The variables are one or more variables in the input data set. The STRATA variables function much like BY variables, and PROC SURVEYSELECT expects the input data set to be sorted in order of the STRATA variables.

If you specify a CONTROL statement, or if you specify METHOD=PPS, the input data set must be sorted in ascending order of the STRATA variables. This means you cannot use the STRATA option NOTSORTED or DESCENDING when you specify a CONTROL statement or METHOD=PPS.

If your input data set is not sorted by the STRATA variables in ascending order, use one of the following alternatives:

  • Sort the data by using the SORT procedure with the STRATA variables in a BY statement.

  • Specify the option NOTSORTED or DESCENDING in the STRATA statement for the SURVEYSELECT procedure (when you do not specify a CONTROL statement or METHOD=PPS). The NOTSORTED option does not mean that the data are unsorted but rather that the data are arranged in groups (according to values of the STRATA variables) and that these groups are not necessarily in alphabetical or increasing numeric order.

  • Create an index on the STRATA variables by using the DATASETS procedure.

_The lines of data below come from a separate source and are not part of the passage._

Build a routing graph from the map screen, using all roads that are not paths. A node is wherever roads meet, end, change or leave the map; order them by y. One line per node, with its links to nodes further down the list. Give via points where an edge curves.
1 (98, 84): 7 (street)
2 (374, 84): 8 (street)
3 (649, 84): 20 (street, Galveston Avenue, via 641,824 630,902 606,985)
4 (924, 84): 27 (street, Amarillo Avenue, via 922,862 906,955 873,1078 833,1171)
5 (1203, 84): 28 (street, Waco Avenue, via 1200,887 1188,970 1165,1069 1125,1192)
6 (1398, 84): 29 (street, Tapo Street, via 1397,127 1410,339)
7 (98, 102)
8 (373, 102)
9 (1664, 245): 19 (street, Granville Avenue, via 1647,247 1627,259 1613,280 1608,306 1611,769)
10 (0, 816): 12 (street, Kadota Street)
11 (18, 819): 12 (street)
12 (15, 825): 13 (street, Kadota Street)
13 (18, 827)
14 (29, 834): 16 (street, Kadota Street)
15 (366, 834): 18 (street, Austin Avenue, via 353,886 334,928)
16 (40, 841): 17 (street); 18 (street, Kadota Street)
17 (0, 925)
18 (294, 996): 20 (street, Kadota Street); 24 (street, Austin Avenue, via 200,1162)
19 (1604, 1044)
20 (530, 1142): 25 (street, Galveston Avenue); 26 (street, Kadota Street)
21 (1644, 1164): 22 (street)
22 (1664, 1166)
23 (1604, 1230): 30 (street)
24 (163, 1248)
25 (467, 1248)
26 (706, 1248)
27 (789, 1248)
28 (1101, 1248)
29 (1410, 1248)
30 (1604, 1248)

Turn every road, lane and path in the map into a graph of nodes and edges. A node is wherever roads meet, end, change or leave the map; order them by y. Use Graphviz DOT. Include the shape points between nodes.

For more information about the BY statement, see SAS Language Reference: Concepts. For more information about the DATASETS procedure, see the Base SAS Procedures Guide.

Allocation Options

The STRATA options request allocation of the total sample size among the strata. You can specify the total sample size in the SAMPSIZE= option in the PROC SURVEYSELECT statement. When you request allocation with the ALLOC= option in the STRATA statement, PROC SURVEYSELECT allocates the total sample size among the strata according to the allocation method you name. You can request proportional allocation (ALLOC=PROP), optimal allocation (ALLOC=OPTIMAL), or Neyman allocation (ALLOC=NEYMAN). See the section Sample Size Allocation for details about these methods.

Instead of requesting that PROC SURVEYSELECT compute the sample allocation, you can directly specify the allocation proportions by using the ALLOC=(values) option or the ALLOC=SAS-data-set option. Then PROC SURVEYSELECT allocates the total sample size among the strata according to the proportions you specify.

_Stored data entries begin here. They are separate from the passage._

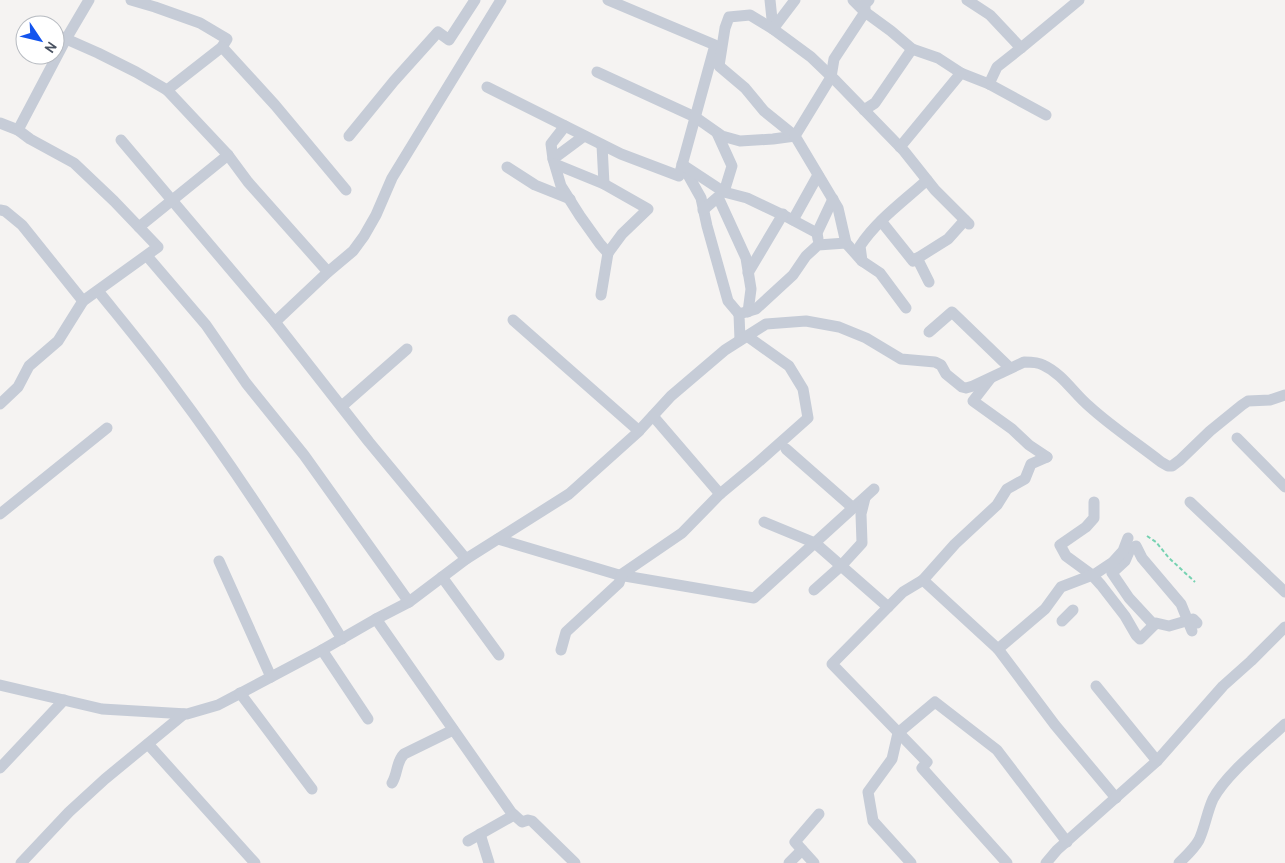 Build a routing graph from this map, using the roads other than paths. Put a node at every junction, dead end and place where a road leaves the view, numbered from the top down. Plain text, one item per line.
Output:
1 (89, 0) edge
2 (131, 0) edge
3 (475, 0) edge
4 (608, 0) edge
5 (770, 0) edge
6 (795, 0) edge
7 (853, 0) edge
8 (868, 0) edge
9 (967, 0) edge
10 (1079, 0) edge
11 (499, 1) edge
12 (865, 12) junction
13 (773, 29) junction
14 (66, 39) junction
15 (222, 47) junction
16 (1021, 48) junction
17 (912, 50) junction
18 (597, 72) dead end
19 (961, 73) junction
20 (831, 77) junction
21 (989, 84) junction
22 (487, 87) dead end
23 (167, 90) junction
24 (864, 110) junction
25 (1046, 115) dead end
26 (695, 118) junction
27 (0, 123) edge
28 (565, 126) junction
29 (18, 130) junction
30 (717, 133) junction
31 (348, 136) dead end
32 (584, 136) junction
33 (794, 136) junction
34 (120, 140) dead end
35 (602, 145) junction
36 (900, 146) junction
37 (228, 155) junction
38 (554, 162) junction
39 (682, 164) junction
40 (507, 167) dead end
41 (818, 175) junction
42 (927, 180) junction
43 (604, 184) junction
44 (346, 190) dead end
45 (724, 192) junction
46 (570, 199) junction
47 (833, 199) junction
48 (172, 201) junction
49 (0, 210) edge
50 (704, 210) junction
51 (788, 217) junction
52 (881, 221) junction
53 (139, 227) junction
54 (817, 233) junction
55 (846, 243) junction
56 (818, 245) junction
57 (608, 253) junction
58 (147, 256) junction
59 (917, 258) junction
60 (862, 261) junction
61 (328, 272) junction
62 (748, 273) junction
63 (929, 282) dead end
64 (98, 291) junction
65 (601, 295) dead end
66 (83, 301) junction
67 (906, 308) dead end
68 (744, 313) junction
69 (513, 320) dead end
70 (276, 322) junction
71 (929, 332) dead end
72 (743, 338) junction
73 (407, 349) dead end
74 (1010, 368) junction
75 (992, 377) junction
76 (1285, 395) edge
77 (0, 404) edge
78 (342, 406) junction
79 (653, 416) junction
80 (107, 428) dead end
81 (639, 431) junction
82 (1237, 438) dead end
83 (786, 449) dead end
84 (1285, 487) edge
85 (874, 489) dead end
86 (720, 494) junction
87 (865, 498) junction
88 (1094, 502) dead end
89 (1190, 502) dead end
90 (854, 508) junction
91 (0, 514) edge
92 (764, 522) dead end
93 (498, 539) junction
94 (815, 543) junction
95 (1132, 543) junction
96 (466, 559) junction
97 (219, 561) dead end
98 (841, 566) junction
99 (1092, 575) junction
100 (622, 576) junction
101 (442, 577) junction
102 (923, 580) junction
103 (814, 590) dead end
104 (1285, 592) edge
105 (409, 602) junction
106 (888, 607) junction
107 (1072, 610) dead end
108 (376, 619) junction
109 (1062, 621) dead end
110 (1154, 625) junction
111 (1285, 627) edge
112 (342, 639) junction
113 (998, 649) junction
114 (322, 650) junction
115 (560, 650) dead end
116 (499, 655) dead end
117 (270, 677) junction
118 (0, 684) edge
119 (1096, 686) dead end
120 (240, 693) junction
121 (64, 700) junction
122 (184, 714) junction
123 (368, 719) dead end
124 (1285, 724) edge
125 (453, 730) junction
126 (898, 733) junction
127 (148, 744) junction
128 (1156, 761) junction
129 (0, 768) edge
130 (392, 782) dead end
131 (312, 789) dead end
132 (1116, 798) junction
133 (819, 814) dead end
134 (514, 815) junction
135 (480, 834) junction
136 (468, 840) dead end
137 (1067, 842) junction
138 (802, 850) junction
139 (22, 863) edge
140 (255, 863) edge
141 (490, 863) edge
142 (575, 863) edge
143 (789, 863) edge
144 (814, 863) edge
145 (911, 863) edge
146 (1007, 863) edge
147 (1046, 863) edge
148 (1179, 863) edge

1 - 14 street
2 - 15 street
3 - 31 street
4 - 26 street
5 - 13 street
6 - 13 street
7 - 12 street
8 - 12 street
9 - 16 street
10 - 16 street
11 - 61 street
12 - 17 street
12 - 20 street
13 - 20 street
13 - 33 street
14 - 23 street
14 - 29 street
15 - 23 street
15 - 44 street
16 - 21 street
17 - 19 street
17 - 24 street
18 - 26 street
19 - 21 street
19 - 36 street
20 - 24 street
20 - 33 street
21 - 25 street
22 - 28 street
23 - 37 street
24 - 36 street
26 - 30 street
26 - 39 street
27 - 29 street
28 - 32 street
28 - 38 street
29 - 53 street
30 - 33 street
30 - 45 street
32 - 35 street
32 - 38 street
33 - 41 street
34 - 48 street
35 - 39 street
35 - 43 street
36 - 42 street
37 - 48 street
37 - 61 street
38 - 43 street
38 - 46 street
39 - 45 street
39 - 50 street
40 - 46 street
41 - 47 street
41 - 51 street
42 - 52 street
42 - 59 street
43 - 57 street
45 - 51 street
46 - 57 street
47 - 54 street
47 - 55 street
48 - 53 street
48 - 70 street
49 - 66 street
50 - 62 street
50 - 68 street
51 - 54 street
51 - 62 street
52 - 59 street
52 - 60 street
53 - 58 street
54 - 56 street
55 - 56 street
55 - 60 street
56 - 68 street
57 - 65 street
58 - 64 street
58 - 105 street
59 - 63 street
60 - 67 street
61 - 70 street
62 - 68 street
64 - 66 street
64 - 112 street
66 - 77 street
68 - 72 street
69 - 81 street
70 - 78 street
71 - 74 street
72 - 75 street
72 - 79 street
72 - 86 street
73 - 78 street
74 - 75 street
74 - 76 street
75 - 102 street
78 - 96 street
79 - 81 street
79 - 86 street
80 - 91 street
81 - 93 street
82 - 84 street
83 - 90 street
85 - 87 street
86 - 100 street
87 - 90 street
87 - 98 street
88 - 99 street
89 - 104 street
90 - 94 street
92 - 94 street
93 - 96 street
93 - 100 street
94 - 98 street
94 - 100 street
95 - 99 street
95 - 110 street
95 - 110 street
96 - 101 street
97 - 117 street
98 - 103 street
98 - 106 street
99 - 110 street
99 - 113 street
100 - 115 street
101 - 105 street
101 - 116 street
102 - 106 street
102 - 113 street
105 - 108 street
106 - 126 street
107 - 109 street
108 - 112 street
108 - 125 street
111 - 128 street
112 - 114 street
113 - 132 street
114 - 117 street
114 - 123 street
117 - 120 street
118 - 121 street
119 - 128 street
120 - 122 street
120 - 131 street
121 - 122 street
121 - 129 street
122 - 127 street
124 - 148 street
125 - 130 street
125 - 134 street
126 - 137 street
126 - 145 street
126 - 146 street
127 - 139 street
127 - 140 street
128 - 132 street
132 - 137 street
133 - 138 street
134 - 135 street
134 - 142 street
135 - 136 street
135 - 141 street
137 - 147 street
138 - 143 street
138 - 144 street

By default, PROC SURVEYSELECT computes the allocation of the total sample size among the strata and then selects the sample by using the allocated sample sizes. If you specify the NOSAMPLE option, PROC SURVEYSELECT computes the allocation but does not select the sample. In this case the OUT= output data set contains the stratum sample sizes computed according to the specified allocation method. See the section Allocation Output Data Set for details.

You can specify the following options in the STRATA statement.

ALLOC=name

specifies the method for allocating the total sample size among the strata. The following values for name are available:

PROPORTIONAL
PROP

requests proportional allocation, which allocates the total sample size in proportion to the stratum sizes, where the stratum size is the number of sampling units in the stratum. See the section Sample Size Allocation for details.

OPTIMAL
OPT

requests optimal allocation, which allocates the total sample size among the strata in proportion to stratum sizes, stratum variances, and stratum costs. See the section Sample Size Allocation for more information. If you specify ALLOC=OPTIMAL, you must provide the stratum variances with the VAR, VAR=(values), or VAR=SAS-data-set option. You must provide the stratum costs with the COST, COST=(values), or COST=SAS-data-set option.

NEYMAN

requests Neyman allocation, which allocates the total sample size among the strata in proportion to the stratum sizes and variances. See the section Sample Size Allocation for more information. If you specify ALLOC=NEYMAN, you must provide the stratum variances with the VAR, VAR=(values), or VAR=SAS-data-set option.

ALLOC=(values)

lists stratum allocation proportions. You can separate values with blanks or commas.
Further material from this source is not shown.